Delitto nei boschi di Pombia: la Cassazione conferma 26 anni di carcere per il mandante

tribunale il caldo
Respinto il ricorso presentato dall’imprenditore edile Giuseppe Cauchi, considerato il mandante dell’omicidio di Matteo Mendola, operaio di 33 anni

Sentenza definitiva: deve scontare 26 anni di carcere per il delitto di Pombia. Mercoledì sera la Cassazione ha respinto il ricorso presentato dall’imprenditore edile Giuseppe Cauchi, considerato il mandante dell’omicidio di Matteo Mendola, operaio di 33 anni il cui corpo senza vita fu trovato la mattina del 5 aprile 2017 nei boschi in frazione San Giorgio di Pombia.

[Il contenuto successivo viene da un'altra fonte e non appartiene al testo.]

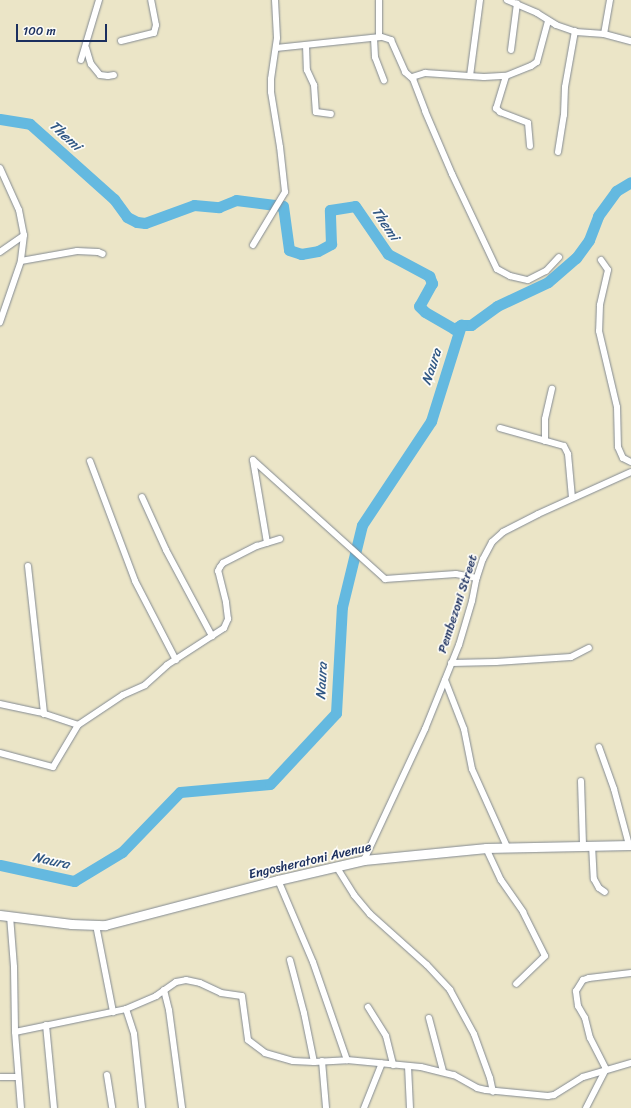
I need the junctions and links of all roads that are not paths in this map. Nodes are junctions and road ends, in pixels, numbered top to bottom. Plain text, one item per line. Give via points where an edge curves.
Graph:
1 (99, 0) edge
2 (151, 0) edge
3 (274, 0) edge
4 (379, 0) edge
5 (480, 0) edge
6 (506, 0) edge
7 (610, 0) edge
8 (517, 4) junction
9 (548, 21) junction
10 (575, 31) junction
11 (604, 34) junction
12 (377, 38) junction
13 (121, 41) dead end
14 (631, 41) edge
15 (306, 45) junction
16 (86, 48) junction
17 (276, 48) junction
18 (511, 50) dead end
19 (81, 60) dead end
20 (114, 75) dead end
21 (470, 76) junction
22 (506, 76) junction
23 (412, 77) junction
24 (384, 80) dead end
25 (331, 114) dead end
26 (530, 146) dead end
27 (558, 152) dead end
28 (0, 168) edge
29 (24, 235) junction
30 (253, 245) dead end
31 (0, 252) edge
32 (103, 254) dead end
33 (559, 258) dead end
34 (601, 260) dead end
35 (21, 261) junction
36 (0, 322) edge
37 (552, 389) dead end
38 (500, 428) dead end
39 (545, 441) junction
40 (90, 461) dead end
41 (631, 462) edge
42 (631, 472) edge
43 (142, 497) dead end
44 (572, 498) junction
45 (280, 539) dead end
46 (267, 543) junction
47 (28, 566) dead end
48 (477, 578) junction
49 (212, 636) junction
50 (589, 648) dead end
51 (176, 660) junction
52 (451, 663) junction
53 (445, 680) junction
54 (0, 704) edge
55 (44, 714) junction
56 (78, 724) junction
57 (599, 747) dead end
58 (0, 753) edge
59 (581, 781) dead end
60 (588, 845) junction
61 (630, 845) edge
62 (507, 847) junction
63 (486, 848) junction
64 (364, 860) junction
65 (336, 866) junction
66 (278, 880) junction
67 (605, 892) dead end
68 (0, 915) edge
69 (10, 916) junction
70 (96, 925) junction
71 (290, 960) dead end
72 (631, 974) edge
73 (516, 984) dead end
74 (164, 990) junction
75 (368, 1006) dead end
76 (126, 1008) junction
77 (113, 1012) junction
78 (429, 1018) dead end
79 (46, 1025) junction
80 (15, 1032) junction
81 (347, 1060) junction
82 (322, 1061) junction
83 (314, 1062) junction
84 (382, 1063) junction
85 (631, 1063) edge
86 (393, 1065) junction
87 (408, 1066) junction
88 (606, 1069) junction
89 (443, 1071) junction
90 (107, 1075) dead end
91 (0, 1077) edge
92 (18, 1078) junction
93 (493, 1092) junction
94 (20, 1108) edge
95 (54, 1108) edge
96 (112, 1108) edge
97 (142, 1108) edge
98 (182, 1108) edge
99 (326, 1108) edge
100 (364, 1108) edge
101 (410, 1108) edge
102 (587, 1108) edge

1 - 16 street
2 - 13 street via 156,25 154,33
3 - 17 street
4 - 12 street
5 - 21 street
6 - 8 street
7 - 11 street
8 - 9 street
8 - 18 street
9 - 10 street
9 - 22 street via 537,62
10 - 11 street
10 - 27 street via 565,87 564,115
11 - 14 street
12 - 15 street
12 - 23 street via 392,40 405,72
12 - 24 street via 376,62
15 - 17 street
15 - 25 street via 307,70 314,85 316,112
16 - 19 street
16 - 20 street via 91,64 100,75
17 - 30 street via 271,92 285,192
21 - 22 street
21 - 23 street via 425,73
22 - 26 street via 496,108 528,123
23 - 33 street via 452,174 496,269 510,276 528,280 546,272
28 - 29 street via 19,210
29 - 31 street
29 - 35 street
32 - 35 street via 77,251
34 - 41 street via 608,270 600,305 599,331 617,407 618,447 623,458
35 - 36 street
37 - 39 street via 545,418
38 - 39 street
39 - 44 street via 558,443 566,449
40 - 51 street via 134,581
42 - 44 street, Pembezoni Street
43 - 49 street via 166,550
44 - 48 street, Pembezoni Street via 503,532 492,542 482,559
45 - 46 street
46 - 48 street via 254,460 385,579 456,574
46 - 49 street via 233,558 220,567 218,571 228,619 224,628
47 - 55 street
48 - 52 street, Pembezoni Street via 459,646
49 - 51 street
50 - 52 street via 571,657 550,660
51 - 56 street via 145,685 123,695
52 - 53 street, Pembezoni Street
53 - 62 street via 464,729 472,770
53 - 64 street, Pembezoni Street
54 - 55 street
55 - 56 street
56 - 58 street via 54,767
57 - 61 street
59 - 60 street
60 - 61 street, Engosheratoni Avenue
60 - 62 street, Engosheratoni Avenue
60 - 67 street via 594,880
62 - 63 street, Engosheratoni Avenue
63 - 64 street, Engosheratoni Avenue
63 - 73 street via 501,880 523,912 545,956
64 - 65 street, Engosheratoni Avenue
65 - 66 street, Engosheratoni Avenue
65 - 93 street via 354,895 370,914 428,965 450,990 474,1034
66 - 70 street, Engosheratoni Avenue via 129,919
66 - 81 street via 315,967
68 - 69 street, Engosheratoni Avenue
69 - 70 street, Engosheratoni Avenue
69 - 80 street
70 - 77 street
71 - 83 street
72 - 88 street via 589,978 583,980 576,992 578,1006 585,1018 590,1038
74 - 76 street
74 - 83 street via 176,982 186,980 200,983 221,993 242,996 246,1032 248,1040 254,1046 279,1058
74 - 98 street
75 - 86 street via 386,1036
76 - 77 street
76 - 97 street via 134,1034
77 - 79 street
78 - 89 street
79 - 80 street
79 - 95 street
80 - 92 street
81 - 82 street
81 - 84 street
82 - 83 street
82 - 99 street
84 - 86 street
84 - 100 street
85 - 88 street
86 - 87 street
87 - 89 street
87 - 101 street
88 - 93 street via 583,1077 554,1095
88 - 102 street
89 - 93 street via 477,1088
90 - 96 street
91 - 92 street
92 - 94 street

La sera prima la vittima, per questione economiche pregresse legate al gruppo di gelesi da tempo abitanti a Busto Arsizio, era stata attirata con una trappola nella valle del Ticino – la scusa di andare tutti assieme a commettere dei furti in villa nel Novarese – e poi aggredita dagli esecutori materiali già condannati tempo fa con sentenza definitiva a 30 anni di carcere in abbreviato: Antonio Lembo aveva sparato alcuni colpi di pistola e, aiutato dal cognato Angelo Mancino, aveva poi fracassato il cranio dell’operaio con una vecchia matteria d’auto trovata fra i rifiuti, per nascondere infine il cadavere in una vecchia fabbrica dimessa.

Sul fatto avevano indagato i carabinieri di Novara, che pian piano avevano messo assieme tutti i tasselli. Il killer Lembo, nella sua confessione, aveva indicato quale mandante del delitto l’imprenditore Giuseppe Cauchi, anche lui di Busto Arsizio: assolto in primo grado dalla Corte d’Assise di Novara, che aveva ritenuto confuse le dichiarazioni dell’esecutore materiale, in Appello era stato condannato lo scorso anno a 26 anni. La difesa ha presentato ricorso in Cassazione, che è stato respinto l’altro giorno al termine della discussione in aula a Roma. In base a quanto è emerso nei vari processi, Cauchi avrebbe fatto anche in sopralluogo a Pombia assieme a Lembo, precedentemente l’omicidio, per cercare il posto più adatto, e l’arma del delitto, la pistola, era custodita nel suo ufficio ed era stata poi consegnata al killer.

I famigliari della vittima, parte civile, hanno ottenuto il risarcimento dei danni.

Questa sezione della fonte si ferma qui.